As the subtitle, The Origins of the Rebellion against Big Tech, indicates, Merchant seeks to draw parallels between Luddism, which arose in response to the dislocations of England's Industrial Revolution, and the burgeoning resistance to Silicon Valley digital capitalism. The algorithm-orchestrated gig economy, cloud computing, and the artificial intelligence climacteric have inaugurated a second machine age that threatens a degradation of work at least as acute and pervasive as the one that inspired the Luddites to take up their oversized hammers. In the months since Blood in the Machine's publication, the tech backlash has only gathered momentum as concern with the major AI companies' cavalier attitude toward safety and intellectual property—and public apprehension of an impending employment apocalypse—fuels anti-tech sentiment. Consequently, the book is even more topical now than when it initially appeared. Given Merchant's exquisite timeliness and exceptional moral clarity,....

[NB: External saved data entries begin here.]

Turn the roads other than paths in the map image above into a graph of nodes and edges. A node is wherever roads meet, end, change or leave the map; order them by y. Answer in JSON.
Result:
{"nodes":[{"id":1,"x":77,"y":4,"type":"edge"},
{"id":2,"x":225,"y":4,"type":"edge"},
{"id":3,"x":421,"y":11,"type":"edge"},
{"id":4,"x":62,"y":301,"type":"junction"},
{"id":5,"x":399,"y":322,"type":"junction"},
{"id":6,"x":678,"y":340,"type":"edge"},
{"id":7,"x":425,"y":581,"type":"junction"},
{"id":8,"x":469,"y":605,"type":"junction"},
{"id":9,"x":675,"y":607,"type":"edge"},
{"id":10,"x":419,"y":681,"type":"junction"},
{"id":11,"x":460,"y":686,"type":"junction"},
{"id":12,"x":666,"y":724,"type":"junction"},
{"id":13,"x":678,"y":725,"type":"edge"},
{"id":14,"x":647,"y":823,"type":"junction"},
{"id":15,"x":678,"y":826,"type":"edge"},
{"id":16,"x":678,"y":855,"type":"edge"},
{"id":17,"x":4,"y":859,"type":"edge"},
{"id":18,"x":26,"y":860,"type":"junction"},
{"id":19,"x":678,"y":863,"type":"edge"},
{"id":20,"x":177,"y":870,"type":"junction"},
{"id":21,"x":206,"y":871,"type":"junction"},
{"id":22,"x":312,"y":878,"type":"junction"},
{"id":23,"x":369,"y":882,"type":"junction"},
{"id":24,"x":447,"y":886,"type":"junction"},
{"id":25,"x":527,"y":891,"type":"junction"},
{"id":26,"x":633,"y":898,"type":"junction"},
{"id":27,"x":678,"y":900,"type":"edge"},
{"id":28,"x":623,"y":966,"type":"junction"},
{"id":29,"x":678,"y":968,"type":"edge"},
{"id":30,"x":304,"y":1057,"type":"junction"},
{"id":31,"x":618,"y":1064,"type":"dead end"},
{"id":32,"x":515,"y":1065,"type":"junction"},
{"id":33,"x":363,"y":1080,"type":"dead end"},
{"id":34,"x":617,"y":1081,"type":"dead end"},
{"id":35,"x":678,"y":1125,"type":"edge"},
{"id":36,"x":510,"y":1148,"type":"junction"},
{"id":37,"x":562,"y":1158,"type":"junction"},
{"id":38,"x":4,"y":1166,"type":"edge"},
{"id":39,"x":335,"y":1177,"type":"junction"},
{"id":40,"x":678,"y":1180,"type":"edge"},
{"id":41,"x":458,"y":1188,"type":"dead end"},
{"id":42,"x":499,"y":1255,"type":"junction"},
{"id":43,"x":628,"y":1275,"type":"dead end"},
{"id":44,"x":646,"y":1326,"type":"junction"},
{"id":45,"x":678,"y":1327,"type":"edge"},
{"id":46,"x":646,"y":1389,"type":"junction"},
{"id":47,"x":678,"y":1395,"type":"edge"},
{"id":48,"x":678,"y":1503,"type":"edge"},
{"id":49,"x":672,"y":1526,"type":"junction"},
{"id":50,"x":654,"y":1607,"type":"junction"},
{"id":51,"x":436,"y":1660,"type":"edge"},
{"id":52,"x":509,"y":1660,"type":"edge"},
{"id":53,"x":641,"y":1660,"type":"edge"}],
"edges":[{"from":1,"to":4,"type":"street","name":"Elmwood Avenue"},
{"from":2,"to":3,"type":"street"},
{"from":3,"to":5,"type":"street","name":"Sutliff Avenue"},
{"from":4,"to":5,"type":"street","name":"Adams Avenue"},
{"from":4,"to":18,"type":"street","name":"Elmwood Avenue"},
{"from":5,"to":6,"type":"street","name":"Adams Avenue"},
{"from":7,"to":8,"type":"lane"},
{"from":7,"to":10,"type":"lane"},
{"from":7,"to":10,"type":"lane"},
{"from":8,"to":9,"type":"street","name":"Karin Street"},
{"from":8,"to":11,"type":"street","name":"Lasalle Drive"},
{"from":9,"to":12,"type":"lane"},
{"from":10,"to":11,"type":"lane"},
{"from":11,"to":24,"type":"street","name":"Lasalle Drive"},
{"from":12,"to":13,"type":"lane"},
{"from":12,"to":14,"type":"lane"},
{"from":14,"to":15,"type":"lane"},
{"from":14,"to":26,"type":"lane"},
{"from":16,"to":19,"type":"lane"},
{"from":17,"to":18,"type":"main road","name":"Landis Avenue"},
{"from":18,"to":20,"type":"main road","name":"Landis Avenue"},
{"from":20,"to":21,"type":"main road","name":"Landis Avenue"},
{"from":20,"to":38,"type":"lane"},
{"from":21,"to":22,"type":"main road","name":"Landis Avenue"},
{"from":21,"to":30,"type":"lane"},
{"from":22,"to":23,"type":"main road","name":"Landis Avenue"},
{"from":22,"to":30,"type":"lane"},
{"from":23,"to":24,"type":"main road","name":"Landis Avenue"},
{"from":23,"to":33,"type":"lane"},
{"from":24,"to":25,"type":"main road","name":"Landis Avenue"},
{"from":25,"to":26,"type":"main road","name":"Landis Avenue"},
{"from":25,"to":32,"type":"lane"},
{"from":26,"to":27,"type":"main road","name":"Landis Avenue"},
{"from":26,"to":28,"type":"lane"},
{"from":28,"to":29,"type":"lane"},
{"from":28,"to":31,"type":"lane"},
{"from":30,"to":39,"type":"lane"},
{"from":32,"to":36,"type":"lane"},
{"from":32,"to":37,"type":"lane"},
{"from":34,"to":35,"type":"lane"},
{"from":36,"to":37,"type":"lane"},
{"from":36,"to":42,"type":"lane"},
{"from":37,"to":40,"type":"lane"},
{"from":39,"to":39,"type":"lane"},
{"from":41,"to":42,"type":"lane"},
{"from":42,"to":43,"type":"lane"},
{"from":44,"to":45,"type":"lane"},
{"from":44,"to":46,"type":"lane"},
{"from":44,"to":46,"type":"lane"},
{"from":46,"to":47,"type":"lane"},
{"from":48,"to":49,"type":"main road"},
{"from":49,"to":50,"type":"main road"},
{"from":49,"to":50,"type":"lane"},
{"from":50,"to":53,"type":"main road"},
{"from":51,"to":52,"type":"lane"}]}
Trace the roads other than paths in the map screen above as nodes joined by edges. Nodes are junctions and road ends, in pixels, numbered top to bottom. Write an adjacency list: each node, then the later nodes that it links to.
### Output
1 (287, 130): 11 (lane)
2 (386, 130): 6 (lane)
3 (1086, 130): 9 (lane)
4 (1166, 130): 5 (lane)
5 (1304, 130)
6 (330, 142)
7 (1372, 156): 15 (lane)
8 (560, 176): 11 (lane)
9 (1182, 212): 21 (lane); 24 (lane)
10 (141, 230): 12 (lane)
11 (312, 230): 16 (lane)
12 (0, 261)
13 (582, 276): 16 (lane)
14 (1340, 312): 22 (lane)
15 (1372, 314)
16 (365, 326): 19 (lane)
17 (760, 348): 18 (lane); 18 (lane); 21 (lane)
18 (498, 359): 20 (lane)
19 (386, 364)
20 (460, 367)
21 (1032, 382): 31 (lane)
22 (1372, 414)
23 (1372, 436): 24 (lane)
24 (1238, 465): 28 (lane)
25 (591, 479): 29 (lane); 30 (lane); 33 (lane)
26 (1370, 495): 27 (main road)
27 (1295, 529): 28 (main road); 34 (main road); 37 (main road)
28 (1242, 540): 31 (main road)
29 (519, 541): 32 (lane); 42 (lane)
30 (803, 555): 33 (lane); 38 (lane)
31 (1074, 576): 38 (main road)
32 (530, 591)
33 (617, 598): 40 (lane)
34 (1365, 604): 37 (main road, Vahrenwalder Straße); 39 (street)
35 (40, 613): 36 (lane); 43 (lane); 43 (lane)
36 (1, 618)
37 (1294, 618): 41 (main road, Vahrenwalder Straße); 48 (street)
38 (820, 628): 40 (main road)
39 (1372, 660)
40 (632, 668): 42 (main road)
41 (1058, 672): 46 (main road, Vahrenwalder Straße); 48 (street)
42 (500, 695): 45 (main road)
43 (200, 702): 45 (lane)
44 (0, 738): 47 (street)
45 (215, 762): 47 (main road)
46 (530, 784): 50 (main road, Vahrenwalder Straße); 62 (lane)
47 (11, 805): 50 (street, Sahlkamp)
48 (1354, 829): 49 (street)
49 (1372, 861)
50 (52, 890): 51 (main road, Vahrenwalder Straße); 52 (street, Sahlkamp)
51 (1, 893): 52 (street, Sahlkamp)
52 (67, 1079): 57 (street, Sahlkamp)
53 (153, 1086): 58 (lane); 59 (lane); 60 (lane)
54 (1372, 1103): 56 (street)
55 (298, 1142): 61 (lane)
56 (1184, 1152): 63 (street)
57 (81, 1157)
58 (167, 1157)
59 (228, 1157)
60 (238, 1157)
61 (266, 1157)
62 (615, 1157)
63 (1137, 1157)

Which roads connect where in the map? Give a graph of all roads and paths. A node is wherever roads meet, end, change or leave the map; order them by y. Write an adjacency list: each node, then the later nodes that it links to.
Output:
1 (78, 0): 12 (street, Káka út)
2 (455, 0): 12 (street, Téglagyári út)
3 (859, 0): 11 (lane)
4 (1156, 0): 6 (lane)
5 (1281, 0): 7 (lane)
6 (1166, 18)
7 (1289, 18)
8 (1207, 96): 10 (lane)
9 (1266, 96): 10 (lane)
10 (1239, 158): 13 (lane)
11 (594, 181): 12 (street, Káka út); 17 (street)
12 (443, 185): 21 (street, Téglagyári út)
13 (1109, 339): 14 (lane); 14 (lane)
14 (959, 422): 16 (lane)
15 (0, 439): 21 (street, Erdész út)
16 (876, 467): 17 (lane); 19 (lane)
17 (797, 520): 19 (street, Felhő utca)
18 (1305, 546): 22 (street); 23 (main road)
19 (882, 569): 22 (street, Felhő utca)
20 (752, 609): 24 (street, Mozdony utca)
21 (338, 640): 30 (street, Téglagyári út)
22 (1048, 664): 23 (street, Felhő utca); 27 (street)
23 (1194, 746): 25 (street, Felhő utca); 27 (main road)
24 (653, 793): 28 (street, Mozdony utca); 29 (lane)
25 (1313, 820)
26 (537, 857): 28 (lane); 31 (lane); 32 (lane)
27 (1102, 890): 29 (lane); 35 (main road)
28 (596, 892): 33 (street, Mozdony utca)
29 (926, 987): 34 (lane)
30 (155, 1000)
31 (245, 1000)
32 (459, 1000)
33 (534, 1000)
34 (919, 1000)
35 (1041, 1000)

Merchant tells the story of Luddism with fidelity and panache. The Luddites were a loosely affiliated network of textile workers in the English north and Midlands, the cradle of the Industrial Revolution, in the 1810s. Frame knitters, stockingers, and other craftspeople watched incredulously as manufacturers introduced machinery that enabled their own labor to be performed by unskilled workers—frequently children—at a fraction of the cost. Even more alarming, these devices were installed in a new architectural edifice, the factory, the inmates of which were subject to unprecedented labor intensity and discipline. Accompanying the Industrial Revolution, Merchant underscores, was an equally important cultural revolution: proudly independent artisans, many of whom had carried on their trade alongside their families at home, now had to report to what William Blake unforgettably called the "dark satanic mills," where operatives were subordinated to the remorseless rhythm of automated production and the petty tyranny of overseers. Skilled craftworkers faced a Solomonic decision: starvation or proletarianization.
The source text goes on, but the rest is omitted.